GPU acceleration of a high-resolution fully compressible Navier-Stokes solver using OpenACC

In this work the GPU (Graphic Processing Unit) acceleration of a finite difference solver for unsteady robust all-around Navier-Stokes equations, URANOS, is presented. The code is oriented to modern HPC (High Performance Computing) platforms thanks to MPI (Message Passing Interface) parallelization and the ability to run on multi-GPU architectures. The porting has been executed using the OpenACC programming model: an high-level directive-based paradigm which allows to make a code executable in GPU independently of the available architecture. OpenACC, therefore, has the advantage of being simpler and faster to implement than lower-level strategies, such as CUDA (Compute Unified Device Architecture) for NVIDIA, however its portability and simplicity is paid in slightly lower parallel performance. The development of the porting has been performed targeting Marconi100 and Galileo100 clusters, accelerated by NVIDIA Tesla V100 GPUs, present at CINECA. The GPU version of the code has been validated through a three-dimensional DNS (Direct Numerical Simulation) of a pressure-driven turbulent channel flow, using a proper literature result of the same test case as reference. In a later chapter the computational power of a NVIDIA V100 GPU over a single IBM POWER9 AC922 CPU core is demonstrated: a x151 speed-up has been achieved. Finally, this work shows that using a single NVIDIA V100 GPU can be up to 6.2x faster than using 20 Intel Xeon E5-2698 v4 CPU cores, so an entire CPU node, which is in accordance with the expected result.
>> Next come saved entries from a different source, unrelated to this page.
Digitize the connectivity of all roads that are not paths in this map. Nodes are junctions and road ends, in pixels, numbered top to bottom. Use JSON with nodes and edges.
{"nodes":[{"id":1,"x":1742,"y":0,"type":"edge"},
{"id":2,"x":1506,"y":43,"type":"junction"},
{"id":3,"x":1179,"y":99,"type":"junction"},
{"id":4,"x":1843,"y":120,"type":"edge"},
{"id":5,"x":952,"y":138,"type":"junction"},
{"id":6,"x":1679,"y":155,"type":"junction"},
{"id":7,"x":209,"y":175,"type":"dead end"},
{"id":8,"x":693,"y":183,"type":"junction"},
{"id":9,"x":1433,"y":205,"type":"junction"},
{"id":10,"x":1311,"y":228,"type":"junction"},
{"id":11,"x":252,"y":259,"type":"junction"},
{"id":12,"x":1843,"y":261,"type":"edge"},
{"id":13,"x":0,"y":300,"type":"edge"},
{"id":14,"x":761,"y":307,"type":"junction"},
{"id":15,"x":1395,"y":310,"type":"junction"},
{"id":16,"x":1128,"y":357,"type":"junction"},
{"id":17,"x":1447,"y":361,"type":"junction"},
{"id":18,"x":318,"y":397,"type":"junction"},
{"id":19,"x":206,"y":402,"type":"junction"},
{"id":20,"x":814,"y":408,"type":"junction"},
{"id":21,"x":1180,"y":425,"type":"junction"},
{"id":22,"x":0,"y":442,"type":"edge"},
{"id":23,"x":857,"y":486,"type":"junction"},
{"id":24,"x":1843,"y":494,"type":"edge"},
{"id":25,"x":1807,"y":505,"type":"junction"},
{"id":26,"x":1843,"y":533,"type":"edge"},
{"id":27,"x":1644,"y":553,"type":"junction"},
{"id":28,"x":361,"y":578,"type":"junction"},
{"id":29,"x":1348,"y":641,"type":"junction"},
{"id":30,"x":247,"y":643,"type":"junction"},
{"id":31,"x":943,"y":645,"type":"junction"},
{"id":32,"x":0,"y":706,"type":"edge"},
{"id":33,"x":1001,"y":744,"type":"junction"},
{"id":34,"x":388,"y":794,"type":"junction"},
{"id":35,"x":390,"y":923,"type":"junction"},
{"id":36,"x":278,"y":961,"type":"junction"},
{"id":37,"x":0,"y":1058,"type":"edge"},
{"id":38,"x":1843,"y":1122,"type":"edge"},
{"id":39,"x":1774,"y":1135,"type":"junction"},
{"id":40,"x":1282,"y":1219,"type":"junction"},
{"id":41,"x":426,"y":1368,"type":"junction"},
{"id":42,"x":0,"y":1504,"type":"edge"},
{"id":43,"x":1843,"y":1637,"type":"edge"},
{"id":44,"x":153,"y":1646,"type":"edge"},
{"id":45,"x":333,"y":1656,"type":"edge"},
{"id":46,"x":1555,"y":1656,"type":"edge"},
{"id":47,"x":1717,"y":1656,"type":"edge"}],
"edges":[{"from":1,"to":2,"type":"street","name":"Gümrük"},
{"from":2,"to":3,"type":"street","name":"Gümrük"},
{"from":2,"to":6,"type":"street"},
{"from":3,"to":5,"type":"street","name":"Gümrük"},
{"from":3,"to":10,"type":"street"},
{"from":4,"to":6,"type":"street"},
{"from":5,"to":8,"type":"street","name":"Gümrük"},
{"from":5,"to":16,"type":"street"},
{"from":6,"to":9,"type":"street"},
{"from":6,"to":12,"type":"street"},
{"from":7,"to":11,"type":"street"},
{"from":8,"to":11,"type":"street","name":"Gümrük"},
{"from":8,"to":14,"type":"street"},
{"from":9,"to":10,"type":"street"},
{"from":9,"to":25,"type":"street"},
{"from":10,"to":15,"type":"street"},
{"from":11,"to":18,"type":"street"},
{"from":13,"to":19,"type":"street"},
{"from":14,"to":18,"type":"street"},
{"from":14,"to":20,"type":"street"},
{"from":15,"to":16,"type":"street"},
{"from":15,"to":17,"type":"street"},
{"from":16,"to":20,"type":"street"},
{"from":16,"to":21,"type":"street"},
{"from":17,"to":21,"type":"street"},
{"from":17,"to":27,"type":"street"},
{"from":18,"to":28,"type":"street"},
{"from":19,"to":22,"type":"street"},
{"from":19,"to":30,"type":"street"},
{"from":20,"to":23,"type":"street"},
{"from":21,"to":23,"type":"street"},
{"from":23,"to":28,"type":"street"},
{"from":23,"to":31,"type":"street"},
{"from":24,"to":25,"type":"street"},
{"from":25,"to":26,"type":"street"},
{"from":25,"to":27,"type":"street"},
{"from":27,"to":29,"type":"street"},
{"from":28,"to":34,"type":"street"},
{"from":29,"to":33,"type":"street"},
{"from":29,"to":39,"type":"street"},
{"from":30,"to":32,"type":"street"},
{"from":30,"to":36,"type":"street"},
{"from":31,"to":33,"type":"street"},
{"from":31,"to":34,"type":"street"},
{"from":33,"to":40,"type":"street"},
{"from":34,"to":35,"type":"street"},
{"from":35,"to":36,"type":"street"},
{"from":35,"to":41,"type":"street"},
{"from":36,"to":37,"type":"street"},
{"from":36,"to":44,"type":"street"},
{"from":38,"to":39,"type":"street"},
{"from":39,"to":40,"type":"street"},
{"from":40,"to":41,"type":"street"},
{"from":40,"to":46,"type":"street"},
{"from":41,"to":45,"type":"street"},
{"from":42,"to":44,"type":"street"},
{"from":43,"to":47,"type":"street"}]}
In questo lavoro viene presentata l'accelerazione GPU (Graphic Processing Unit) di un solutore alle differenze finite delle equazioni di Navier-Stokes (unsteady, robust, all-around), URANOS. Il codice è orientato alle moderne piattaforme per l’HPC (High Performance Computing) grazie alla parallelizzazione MPI (Message Passing Interface) e alla possibilità di girare su architetture multi-GPU. Il porting è stato eseguito utilizzando il modello di programmazione OpenACC: un paradigma di alto livello basato su direttive di compilazione che permette di rendere eseguibile un codice in GPU indipendentemente dall'architettura disponibile. OpenACC, quindi, ha il vantaggio di essere più semplice e veloce da implementare rispetto a strategie di basso livello, come CUDA (Compute Unified Device Architecture) per NVIDIA, tuttavia la sua portabilità e semplicità si paga con prestazioni parallele leggermente inferiori. Lo sviluppo del porting è stato effettuato sui cluster Marconi100 e Galileo100, accelerati dalle GPU NVIDIA Tesla V100, presenti al CINECA. La versione GPU del codice è stata validata attraverso una DNS (Direct Numerical Simulation) tridimensionale di un canale turbolento, utilizzando come riferimento un appropriato risultato in letteratura. In un capitolo successivo viene dimostrata la potenza di calcolo di una GPU NVIDIA V100 versus un singolo core della CPU IBM POWER9 AC922: è stato raggiunto un x151 di incremento di velocità. Infine, questo lavoro mostra che l'utilizzo di una singola GPU NVIDIA V100 può essere fino a 6,2 volte più veloce rispetto all'utilizzo di 20 core CPU Intel Xeon E5-2698 v4, quindi un intero nodo CPU, il che è conforme col risultato previsto.